## Exercise goal
A complete answer includes every line below with the word "hidden".

## Data records
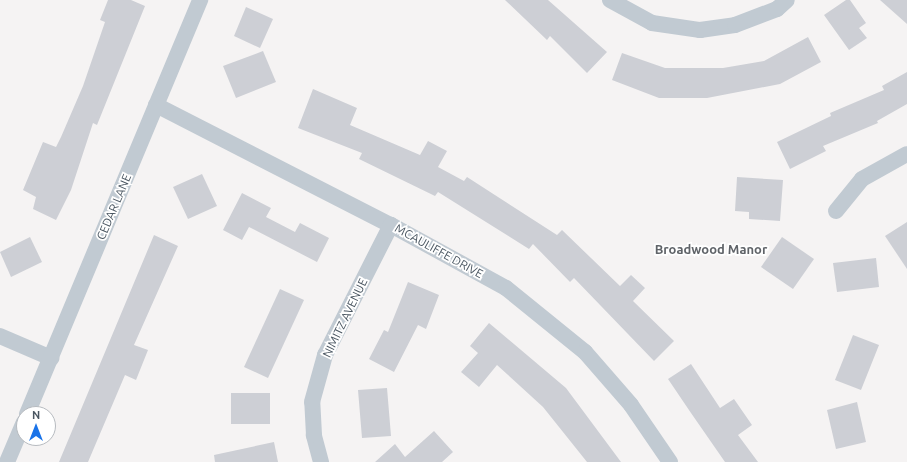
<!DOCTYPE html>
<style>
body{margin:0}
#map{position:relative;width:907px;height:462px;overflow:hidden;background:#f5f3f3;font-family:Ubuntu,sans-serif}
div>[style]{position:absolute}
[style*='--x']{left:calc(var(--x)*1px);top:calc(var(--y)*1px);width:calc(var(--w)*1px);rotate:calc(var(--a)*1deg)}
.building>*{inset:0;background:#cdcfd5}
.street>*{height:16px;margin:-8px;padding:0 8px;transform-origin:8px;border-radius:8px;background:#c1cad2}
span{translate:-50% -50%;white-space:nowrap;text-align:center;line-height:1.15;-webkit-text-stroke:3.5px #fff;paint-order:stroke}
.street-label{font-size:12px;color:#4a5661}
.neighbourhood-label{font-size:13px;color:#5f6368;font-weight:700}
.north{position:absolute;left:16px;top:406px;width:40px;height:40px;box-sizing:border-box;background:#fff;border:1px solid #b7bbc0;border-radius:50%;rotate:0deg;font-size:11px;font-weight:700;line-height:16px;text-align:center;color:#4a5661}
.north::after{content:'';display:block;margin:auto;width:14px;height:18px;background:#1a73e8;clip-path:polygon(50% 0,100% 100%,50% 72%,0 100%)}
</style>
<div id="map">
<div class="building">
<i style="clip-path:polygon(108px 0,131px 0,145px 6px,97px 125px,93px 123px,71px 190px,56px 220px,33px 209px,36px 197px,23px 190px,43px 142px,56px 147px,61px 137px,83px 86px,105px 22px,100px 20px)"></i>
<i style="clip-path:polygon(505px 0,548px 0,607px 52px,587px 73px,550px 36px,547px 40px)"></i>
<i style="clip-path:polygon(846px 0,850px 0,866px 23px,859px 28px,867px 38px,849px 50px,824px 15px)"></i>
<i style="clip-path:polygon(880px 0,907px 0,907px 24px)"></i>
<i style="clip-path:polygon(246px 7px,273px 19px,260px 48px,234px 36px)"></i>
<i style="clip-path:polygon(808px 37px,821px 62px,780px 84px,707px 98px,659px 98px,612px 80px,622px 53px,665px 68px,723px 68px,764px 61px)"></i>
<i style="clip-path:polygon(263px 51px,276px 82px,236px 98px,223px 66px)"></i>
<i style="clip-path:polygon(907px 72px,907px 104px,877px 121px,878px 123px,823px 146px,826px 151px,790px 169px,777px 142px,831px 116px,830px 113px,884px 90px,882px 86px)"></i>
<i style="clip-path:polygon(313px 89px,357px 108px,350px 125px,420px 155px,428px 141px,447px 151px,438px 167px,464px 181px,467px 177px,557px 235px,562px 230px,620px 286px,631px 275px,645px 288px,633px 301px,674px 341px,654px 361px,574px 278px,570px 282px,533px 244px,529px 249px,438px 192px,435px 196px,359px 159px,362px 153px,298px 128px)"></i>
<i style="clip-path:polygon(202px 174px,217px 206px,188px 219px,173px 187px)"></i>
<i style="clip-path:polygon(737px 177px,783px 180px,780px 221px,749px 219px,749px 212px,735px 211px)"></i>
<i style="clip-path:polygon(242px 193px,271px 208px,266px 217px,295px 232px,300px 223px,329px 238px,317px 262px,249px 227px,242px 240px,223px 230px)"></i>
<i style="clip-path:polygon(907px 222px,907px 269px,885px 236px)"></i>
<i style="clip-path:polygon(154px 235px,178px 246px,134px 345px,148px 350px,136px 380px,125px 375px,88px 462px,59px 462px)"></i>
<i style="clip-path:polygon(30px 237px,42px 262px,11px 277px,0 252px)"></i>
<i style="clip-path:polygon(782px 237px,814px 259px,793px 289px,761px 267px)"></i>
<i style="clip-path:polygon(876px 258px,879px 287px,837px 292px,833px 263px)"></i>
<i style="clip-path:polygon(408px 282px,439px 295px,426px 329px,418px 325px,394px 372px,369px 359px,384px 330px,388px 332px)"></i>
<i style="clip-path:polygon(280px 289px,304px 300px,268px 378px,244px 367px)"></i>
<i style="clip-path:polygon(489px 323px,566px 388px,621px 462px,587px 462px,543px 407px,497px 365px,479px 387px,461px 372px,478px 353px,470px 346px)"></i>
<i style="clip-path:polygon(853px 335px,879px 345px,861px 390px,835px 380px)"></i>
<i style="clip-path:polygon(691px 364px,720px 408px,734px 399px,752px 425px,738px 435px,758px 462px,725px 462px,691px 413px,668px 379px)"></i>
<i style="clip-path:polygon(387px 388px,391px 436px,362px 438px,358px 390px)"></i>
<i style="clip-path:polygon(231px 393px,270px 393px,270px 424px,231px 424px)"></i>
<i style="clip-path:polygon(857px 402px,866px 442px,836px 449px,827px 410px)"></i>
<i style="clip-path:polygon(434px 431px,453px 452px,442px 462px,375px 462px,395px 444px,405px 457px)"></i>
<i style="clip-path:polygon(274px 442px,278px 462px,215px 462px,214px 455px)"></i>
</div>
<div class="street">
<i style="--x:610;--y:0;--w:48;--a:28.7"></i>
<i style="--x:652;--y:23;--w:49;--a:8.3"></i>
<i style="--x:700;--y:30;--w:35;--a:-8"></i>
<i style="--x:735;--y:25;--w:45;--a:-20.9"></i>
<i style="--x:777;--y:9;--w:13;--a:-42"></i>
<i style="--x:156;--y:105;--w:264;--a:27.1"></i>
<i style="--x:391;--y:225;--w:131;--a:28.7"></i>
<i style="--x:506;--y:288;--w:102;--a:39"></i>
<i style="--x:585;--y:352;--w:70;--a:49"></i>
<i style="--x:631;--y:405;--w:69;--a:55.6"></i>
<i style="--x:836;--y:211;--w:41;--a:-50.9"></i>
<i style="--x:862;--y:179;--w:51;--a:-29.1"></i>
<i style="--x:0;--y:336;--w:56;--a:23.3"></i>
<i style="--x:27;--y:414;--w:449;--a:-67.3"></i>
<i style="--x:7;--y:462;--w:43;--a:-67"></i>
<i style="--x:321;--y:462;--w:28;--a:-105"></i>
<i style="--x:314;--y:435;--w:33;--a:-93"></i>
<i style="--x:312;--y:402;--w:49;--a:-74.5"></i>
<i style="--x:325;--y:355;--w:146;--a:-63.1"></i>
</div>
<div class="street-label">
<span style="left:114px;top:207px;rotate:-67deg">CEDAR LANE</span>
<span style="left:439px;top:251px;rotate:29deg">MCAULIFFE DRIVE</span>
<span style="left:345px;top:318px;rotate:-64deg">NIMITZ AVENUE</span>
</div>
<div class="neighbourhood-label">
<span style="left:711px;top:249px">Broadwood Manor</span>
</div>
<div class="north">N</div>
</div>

---

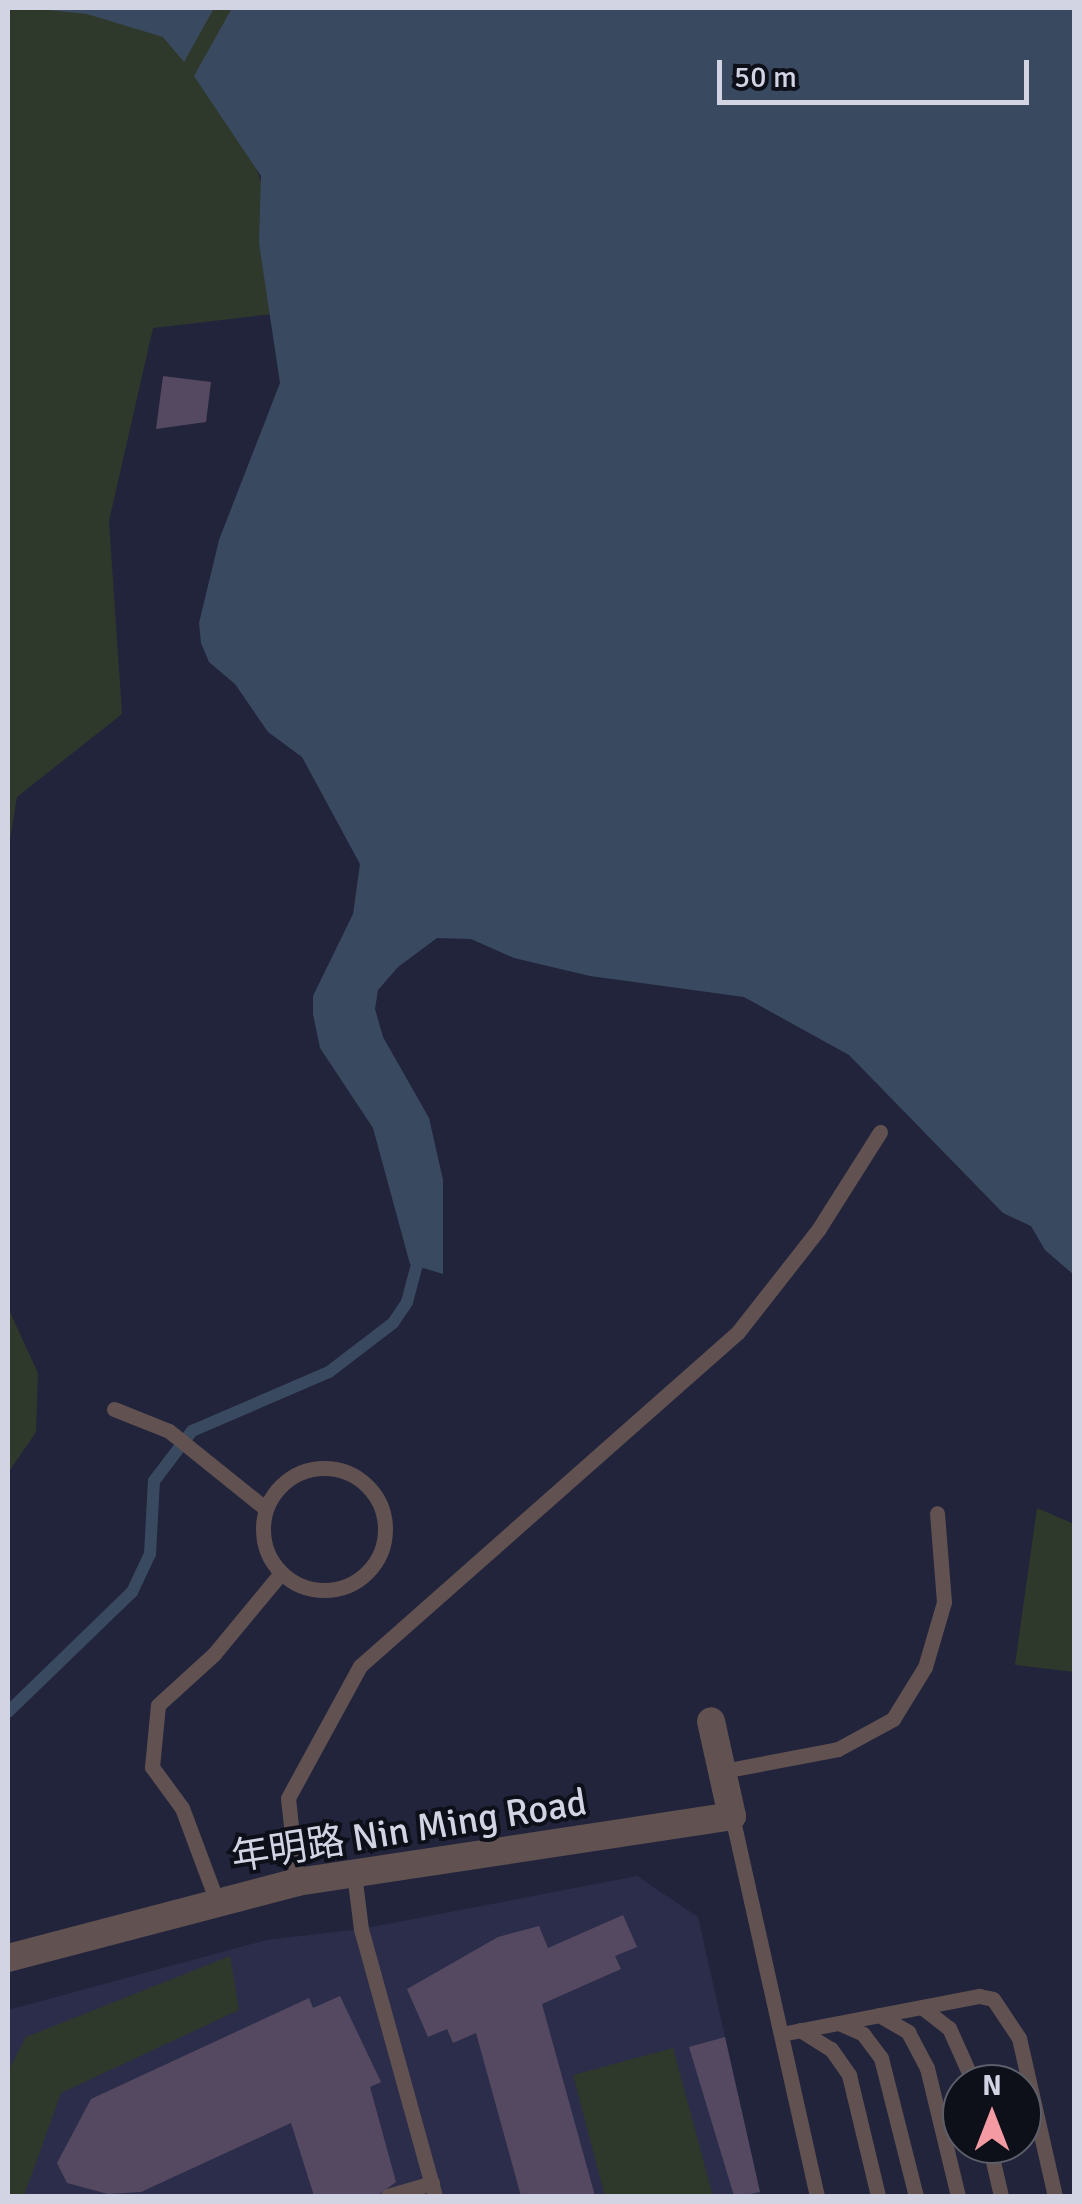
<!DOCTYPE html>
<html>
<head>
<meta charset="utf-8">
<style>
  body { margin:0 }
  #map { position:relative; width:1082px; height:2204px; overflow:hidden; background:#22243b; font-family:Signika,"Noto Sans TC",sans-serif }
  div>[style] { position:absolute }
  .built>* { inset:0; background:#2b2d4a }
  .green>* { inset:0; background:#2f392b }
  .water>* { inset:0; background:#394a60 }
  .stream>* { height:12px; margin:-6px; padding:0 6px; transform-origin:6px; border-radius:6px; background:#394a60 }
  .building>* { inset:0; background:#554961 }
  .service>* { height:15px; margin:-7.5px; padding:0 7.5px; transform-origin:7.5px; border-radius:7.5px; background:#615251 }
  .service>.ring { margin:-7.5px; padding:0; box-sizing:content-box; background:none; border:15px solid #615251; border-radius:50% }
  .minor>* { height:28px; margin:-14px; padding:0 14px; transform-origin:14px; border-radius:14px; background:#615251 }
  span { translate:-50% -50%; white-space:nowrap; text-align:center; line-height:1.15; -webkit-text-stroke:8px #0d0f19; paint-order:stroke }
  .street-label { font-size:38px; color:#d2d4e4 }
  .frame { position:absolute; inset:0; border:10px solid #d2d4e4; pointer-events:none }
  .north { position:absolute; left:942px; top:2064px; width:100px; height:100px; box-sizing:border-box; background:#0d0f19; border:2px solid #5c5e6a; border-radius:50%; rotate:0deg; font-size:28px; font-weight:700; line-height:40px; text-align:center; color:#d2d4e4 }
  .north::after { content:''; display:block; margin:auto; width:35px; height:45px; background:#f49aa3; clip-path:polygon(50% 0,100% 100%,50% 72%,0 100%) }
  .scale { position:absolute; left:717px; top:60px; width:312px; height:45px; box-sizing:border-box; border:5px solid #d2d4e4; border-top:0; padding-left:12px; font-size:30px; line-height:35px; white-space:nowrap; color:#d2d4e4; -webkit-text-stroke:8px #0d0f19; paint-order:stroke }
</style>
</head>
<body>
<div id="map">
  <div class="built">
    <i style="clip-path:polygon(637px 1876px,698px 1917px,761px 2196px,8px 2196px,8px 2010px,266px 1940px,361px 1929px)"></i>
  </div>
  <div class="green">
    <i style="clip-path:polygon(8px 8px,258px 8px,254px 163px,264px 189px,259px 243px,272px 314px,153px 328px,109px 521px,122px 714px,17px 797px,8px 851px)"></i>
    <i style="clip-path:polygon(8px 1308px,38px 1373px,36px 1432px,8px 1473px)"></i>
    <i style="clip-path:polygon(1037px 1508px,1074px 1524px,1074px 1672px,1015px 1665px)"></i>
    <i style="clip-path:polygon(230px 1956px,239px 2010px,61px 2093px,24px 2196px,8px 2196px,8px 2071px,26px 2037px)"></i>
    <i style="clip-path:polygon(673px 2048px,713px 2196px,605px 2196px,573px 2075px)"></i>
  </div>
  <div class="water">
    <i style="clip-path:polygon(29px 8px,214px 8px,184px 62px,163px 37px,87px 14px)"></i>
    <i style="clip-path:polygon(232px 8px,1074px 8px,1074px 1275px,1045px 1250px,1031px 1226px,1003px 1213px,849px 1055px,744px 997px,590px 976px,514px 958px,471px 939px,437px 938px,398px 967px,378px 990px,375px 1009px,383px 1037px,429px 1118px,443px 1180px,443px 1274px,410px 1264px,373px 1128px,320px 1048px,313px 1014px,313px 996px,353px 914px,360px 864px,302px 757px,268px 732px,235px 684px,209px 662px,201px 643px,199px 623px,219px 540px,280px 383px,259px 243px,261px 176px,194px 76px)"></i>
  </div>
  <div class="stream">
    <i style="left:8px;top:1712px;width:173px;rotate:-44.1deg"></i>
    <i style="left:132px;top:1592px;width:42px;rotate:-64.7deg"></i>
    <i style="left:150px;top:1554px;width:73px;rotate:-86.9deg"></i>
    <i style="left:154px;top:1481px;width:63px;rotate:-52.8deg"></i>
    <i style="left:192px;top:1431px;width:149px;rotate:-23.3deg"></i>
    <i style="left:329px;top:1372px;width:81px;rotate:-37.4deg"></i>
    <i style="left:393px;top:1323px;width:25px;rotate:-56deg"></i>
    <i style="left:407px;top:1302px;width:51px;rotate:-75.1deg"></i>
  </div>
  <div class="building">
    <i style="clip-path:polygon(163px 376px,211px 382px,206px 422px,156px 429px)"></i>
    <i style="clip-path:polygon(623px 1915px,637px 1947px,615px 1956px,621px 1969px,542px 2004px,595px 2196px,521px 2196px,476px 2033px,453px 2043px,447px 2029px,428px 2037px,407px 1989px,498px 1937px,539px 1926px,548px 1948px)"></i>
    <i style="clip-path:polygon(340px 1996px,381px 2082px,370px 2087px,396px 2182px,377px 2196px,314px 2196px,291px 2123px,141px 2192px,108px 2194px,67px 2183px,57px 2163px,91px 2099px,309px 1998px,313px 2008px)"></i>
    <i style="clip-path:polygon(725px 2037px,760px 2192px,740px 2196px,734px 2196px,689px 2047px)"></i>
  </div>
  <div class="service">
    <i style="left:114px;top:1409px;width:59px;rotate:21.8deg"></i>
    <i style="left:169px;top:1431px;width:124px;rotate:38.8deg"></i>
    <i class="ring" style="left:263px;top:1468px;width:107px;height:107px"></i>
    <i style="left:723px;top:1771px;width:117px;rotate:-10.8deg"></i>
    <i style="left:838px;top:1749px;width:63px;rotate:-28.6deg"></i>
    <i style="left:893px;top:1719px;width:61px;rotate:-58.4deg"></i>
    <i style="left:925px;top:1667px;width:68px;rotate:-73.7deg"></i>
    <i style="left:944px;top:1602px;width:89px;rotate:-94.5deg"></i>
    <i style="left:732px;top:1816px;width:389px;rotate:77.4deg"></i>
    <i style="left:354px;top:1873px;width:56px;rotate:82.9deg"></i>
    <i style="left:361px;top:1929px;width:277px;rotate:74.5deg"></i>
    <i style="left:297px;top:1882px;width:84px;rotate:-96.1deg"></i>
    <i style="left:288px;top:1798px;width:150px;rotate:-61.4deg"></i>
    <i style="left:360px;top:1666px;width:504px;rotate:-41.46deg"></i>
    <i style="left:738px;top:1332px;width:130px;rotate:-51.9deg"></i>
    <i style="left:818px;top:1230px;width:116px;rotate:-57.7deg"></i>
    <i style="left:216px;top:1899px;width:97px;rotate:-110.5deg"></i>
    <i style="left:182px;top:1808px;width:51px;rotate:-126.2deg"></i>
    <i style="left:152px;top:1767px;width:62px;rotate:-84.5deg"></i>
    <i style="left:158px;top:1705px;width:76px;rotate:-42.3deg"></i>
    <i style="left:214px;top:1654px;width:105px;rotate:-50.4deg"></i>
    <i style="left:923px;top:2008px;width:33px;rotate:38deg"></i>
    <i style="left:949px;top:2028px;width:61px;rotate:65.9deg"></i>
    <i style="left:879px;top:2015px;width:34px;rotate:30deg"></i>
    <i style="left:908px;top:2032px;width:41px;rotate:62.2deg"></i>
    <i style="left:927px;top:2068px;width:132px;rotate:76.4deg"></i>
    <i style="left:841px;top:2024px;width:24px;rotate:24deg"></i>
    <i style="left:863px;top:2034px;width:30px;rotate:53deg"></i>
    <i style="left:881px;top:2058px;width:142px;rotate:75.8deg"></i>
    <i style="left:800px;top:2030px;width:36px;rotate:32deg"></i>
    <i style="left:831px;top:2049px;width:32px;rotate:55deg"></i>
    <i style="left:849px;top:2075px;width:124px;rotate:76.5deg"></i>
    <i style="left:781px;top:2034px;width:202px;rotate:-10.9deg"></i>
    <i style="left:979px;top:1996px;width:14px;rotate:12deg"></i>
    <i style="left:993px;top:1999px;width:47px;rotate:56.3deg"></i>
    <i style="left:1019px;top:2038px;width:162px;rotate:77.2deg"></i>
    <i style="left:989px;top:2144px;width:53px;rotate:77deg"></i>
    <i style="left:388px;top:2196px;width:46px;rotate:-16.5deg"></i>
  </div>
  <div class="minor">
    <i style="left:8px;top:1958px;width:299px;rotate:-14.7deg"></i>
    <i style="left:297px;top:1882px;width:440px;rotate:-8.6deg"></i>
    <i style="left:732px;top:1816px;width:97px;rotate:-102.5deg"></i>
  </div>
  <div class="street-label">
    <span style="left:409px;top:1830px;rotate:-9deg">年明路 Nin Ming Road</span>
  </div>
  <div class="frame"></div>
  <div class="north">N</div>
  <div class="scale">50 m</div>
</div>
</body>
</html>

## Task response
#map{position:relative;width:907px;height:462px;overflow:hidden;background:#f5f3f3;font-family:Ubuntu,sans-serif}
  #map { position:relative; width:1082px; height:2204px; overflow:hidden; background:#22243b; font-family:Signika,"Noto Sans TC",sans-serif }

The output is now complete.